What to work on:
Please return all lines from the records below that include the string "Сталінграда".

---- Entries supplied

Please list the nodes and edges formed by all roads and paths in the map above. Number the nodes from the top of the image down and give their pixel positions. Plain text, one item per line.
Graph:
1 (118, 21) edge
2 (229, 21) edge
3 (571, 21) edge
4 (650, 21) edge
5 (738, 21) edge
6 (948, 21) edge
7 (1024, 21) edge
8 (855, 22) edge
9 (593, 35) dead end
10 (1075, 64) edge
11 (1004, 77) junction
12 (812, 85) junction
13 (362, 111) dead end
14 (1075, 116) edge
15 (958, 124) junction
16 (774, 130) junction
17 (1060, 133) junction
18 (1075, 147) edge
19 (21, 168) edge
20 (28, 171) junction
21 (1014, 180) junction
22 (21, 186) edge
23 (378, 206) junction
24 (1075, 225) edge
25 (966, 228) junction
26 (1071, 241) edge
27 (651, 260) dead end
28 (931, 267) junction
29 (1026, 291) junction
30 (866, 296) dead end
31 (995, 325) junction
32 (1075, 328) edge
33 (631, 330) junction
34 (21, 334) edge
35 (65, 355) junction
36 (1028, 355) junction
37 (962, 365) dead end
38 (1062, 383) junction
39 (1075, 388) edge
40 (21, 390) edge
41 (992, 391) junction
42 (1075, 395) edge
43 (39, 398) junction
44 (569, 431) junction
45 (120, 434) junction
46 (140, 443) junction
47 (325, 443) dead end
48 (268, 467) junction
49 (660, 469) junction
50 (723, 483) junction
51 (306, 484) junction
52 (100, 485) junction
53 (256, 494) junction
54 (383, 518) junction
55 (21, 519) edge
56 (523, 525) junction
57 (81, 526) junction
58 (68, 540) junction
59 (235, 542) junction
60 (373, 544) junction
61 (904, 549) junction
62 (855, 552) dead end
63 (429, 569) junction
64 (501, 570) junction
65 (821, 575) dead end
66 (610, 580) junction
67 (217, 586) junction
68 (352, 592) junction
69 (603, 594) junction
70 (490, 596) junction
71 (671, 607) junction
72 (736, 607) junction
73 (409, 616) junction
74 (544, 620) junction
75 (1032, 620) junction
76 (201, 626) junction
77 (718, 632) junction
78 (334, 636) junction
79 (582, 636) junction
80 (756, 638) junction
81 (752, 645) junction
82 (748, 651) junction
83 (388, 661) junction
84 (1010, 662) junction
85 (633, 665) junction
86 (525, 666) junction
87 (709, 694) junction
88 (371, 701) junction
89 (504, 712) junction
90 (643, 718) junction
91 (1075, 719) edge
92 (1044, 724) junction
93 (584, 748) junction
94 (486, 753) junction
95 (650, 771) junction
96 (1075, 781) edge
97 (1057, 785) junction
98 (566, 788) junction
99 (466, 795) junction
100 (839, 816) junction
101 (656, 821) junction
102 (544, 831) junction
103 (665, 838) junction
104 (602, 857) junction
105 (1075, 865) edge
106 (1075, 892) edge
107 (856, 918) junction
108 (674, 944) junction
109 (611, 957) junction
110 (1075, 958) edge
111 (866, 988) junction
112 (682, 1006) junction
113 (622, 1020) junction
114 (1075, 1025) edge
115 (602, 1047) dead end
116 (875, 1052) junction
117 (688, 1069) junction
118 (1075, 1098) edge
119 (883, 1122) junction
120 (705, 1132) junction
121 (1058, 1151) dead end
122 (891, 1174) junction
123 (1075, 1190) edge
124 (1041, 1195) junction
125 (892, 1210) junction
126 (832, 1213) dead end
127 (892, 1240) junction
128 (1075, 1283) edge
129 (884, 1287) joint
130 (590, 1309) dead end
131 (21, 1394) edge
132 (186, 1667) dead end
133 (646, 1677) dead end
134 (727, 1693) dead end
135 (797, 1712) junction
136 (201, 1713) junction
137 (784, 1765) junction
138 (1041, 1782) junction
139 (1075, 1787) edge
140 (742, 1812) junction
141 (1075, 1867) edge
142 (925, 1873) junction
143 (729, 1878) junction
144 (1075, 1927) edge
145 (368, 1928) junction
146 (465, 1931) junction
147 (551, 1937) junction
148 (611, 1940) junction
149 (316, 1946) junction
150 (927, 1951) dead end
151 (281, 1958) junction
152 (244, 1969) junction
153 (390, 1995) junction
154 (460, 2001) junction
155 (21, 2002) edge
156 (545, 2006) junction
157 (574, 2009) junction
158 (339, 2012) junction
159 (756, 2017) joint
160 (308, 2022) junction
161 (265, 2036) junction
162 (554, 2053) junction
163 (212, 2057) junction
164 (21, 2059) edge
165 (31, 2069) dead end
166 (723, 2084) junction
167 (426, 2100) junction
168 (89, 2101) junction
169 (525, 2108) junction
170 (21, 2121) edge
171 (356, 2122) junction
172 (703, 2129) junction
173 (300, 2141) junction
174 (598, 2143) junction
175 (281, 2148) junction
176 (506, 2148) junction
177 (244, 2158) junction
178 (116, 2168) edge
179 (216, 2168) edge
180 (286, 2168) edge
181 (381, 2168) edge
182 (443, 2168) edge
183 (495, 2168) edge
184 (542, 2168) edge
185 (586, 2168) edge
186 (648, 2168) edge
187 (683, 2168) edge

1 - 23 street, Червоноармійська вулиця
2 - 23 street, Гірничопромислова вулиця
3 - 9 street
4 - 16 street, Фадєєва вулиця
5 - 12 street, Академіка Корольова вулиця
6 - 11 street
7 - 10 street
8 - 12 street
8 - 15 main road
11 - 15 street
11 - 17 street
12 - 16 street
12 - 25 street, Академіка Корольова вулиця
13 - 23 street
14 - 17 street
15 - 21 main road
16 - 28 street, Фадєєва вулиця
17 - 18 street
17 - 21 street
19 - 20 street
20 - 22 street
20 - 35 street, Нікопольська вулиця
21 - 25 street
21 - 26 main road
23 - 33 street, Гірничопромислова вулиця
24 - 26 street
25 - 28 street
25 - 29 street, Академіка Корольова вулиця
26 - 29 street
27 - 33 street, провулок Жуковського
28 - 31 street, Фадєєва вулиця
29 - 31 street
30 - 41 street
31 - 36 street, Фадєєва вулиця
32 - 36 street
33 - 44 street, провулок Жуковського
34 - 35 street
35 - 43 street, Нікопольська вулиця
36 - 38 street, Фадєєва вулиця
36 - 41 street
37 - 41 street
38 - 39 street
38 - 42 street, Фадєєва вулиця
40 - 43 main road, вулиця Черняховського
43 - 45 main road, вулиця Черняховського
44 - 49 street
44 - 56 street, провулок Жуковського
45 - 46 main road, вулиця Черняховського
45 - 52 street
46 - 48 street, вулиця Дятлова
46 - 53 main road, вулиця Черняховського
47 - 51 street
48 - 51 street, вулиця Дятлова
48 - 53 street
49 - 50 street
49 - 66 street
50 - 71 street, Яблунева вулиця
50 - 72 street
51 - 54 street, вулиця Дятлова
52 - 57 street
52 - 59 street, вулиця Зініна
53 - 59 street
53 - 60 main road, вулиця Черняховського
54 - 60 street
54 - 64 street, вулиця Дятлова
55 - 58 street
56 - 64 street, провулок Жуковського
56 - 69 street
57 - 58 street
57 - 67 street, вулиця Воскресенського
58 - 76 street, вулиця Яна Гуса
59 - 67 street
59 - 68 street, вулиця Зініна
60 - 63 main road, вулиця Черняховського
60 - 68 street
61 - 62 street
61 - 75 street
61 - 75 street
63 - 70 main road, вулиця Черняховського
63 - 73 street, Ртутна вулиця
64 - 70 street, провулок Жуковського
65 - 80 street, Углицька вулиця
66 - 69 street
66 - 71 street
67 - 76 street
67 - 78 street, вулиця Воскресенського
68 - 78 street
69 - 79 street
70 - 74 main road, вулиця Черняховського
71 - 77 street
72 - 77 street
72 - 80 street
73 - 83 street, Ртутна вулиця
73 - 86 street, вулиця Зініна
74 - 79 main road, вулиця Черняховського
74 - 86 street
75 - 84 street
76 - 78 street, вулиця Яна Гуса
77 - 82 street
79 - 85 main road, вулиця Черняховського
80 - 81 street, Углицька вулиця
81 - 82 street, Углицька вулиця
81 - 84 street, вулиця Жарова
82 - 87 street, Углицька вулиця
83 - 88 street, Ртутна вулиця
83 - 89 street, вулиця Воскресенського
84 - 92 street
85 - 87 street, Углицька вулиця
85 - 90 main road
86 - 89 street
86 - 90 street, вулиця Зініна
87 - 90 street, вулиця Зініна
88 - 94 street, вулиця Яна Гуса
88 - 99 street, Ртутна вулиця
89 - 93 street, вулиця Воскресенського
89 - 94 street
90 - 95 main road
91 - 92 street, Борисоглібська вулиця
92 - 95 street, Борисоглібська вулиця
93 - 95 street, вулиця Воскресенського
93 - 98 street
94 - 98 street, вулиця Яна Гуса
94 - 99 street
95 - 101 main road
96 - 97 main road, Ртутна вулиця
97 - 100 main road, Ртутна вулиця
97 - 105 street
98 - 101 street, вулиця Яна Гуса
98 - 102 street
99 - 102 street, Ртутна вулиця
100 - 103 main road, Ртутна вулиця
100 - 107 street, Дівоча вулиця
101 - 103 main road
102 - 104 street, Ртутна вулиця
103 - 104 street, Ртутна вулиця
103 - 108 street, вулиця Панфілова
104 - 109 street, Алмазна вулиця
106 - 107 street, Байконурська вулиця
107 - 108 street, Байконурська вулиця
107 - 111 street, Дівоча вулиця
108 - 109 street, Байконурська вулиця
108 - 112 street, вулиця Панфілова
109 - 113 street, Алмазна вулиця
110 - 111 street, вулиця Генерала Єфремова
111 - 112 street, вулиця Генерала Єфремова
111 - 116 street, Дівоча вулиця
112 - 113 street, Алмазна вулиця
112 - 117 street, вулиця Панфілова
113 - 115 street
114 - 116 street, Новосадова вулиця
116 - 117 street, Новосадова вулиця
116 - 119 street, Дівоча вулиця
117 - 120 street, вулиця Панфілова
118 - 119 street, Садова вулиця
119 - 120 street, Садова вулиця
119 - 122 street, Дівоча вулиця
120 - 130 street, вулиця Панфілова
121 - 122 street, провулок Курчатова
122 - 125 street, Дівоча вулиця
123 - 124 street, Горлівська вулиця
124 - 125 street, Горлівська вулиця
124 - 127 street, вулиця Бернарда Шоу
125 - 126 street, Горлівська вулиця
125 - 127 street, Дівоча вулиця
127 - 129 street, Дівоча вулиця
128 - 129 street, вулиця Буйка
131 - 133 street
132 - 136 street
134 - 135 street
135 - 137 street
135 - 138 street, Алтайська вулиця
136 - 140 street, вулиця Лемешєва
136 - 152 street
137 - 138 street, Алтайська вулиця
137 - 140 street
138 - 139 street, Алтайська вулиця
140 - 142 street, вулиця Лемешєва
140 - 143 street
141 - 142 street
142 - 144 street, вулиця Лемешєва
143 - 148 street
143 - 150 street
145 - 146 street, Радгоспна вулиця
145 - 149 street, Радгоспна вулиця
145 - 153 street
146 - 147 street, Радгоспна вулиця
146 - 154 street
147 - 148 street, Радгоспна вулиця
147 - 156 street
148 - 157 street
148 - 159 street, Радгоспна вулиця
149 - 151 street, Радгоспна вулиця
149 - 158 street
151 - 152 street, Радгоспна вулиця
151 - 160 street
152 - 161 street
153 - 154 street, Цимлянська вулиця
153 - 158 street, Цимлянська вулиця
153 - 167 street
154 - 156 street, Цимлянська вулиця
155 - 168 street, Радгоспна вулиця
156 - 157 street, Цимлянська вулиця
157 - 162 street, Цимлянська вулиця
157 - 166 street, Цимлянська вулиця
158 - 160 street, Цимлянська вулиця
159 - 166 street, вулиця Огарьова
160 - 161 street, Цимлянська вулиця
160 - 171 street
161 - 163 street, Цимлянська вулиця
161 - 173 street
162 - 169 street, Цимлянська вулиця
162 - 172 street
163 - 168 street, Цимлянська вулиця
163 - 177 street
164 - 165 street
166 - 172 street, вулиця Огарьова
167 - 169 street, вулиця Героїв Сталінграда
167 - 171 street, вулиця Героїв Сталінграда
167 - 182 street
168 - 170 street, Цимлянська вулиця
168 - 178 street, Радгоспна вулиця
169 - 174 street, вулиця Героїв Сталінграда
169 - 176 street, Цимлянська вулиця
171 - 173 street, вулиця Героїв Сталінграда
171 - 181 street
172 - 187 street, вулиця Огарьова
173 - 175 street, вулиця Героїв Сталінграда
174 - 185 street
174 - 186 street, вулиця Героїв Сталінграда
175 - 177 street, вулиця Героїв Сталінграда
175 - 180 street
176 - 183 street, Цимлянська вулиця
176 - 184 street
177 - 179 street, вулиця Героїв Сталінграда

--------

Answer for the task:
167 - 169 street, вулиця Героїв Сталінграда
167 - 171 street, вулиця Героїв Сталінграда
169 - 174 street, вулиця Героїв Сталінграда
171 - 173 street, вулиця Героїв Сталінграда
173 - 175 street, вулиця Героїв Сталінграда
174 - 186 street, вулиця Героїв Сталінграда
175 - 177 street, вулиця Героїв Сталінграда
177 - 179 street, вулиця Героїв Сталінграда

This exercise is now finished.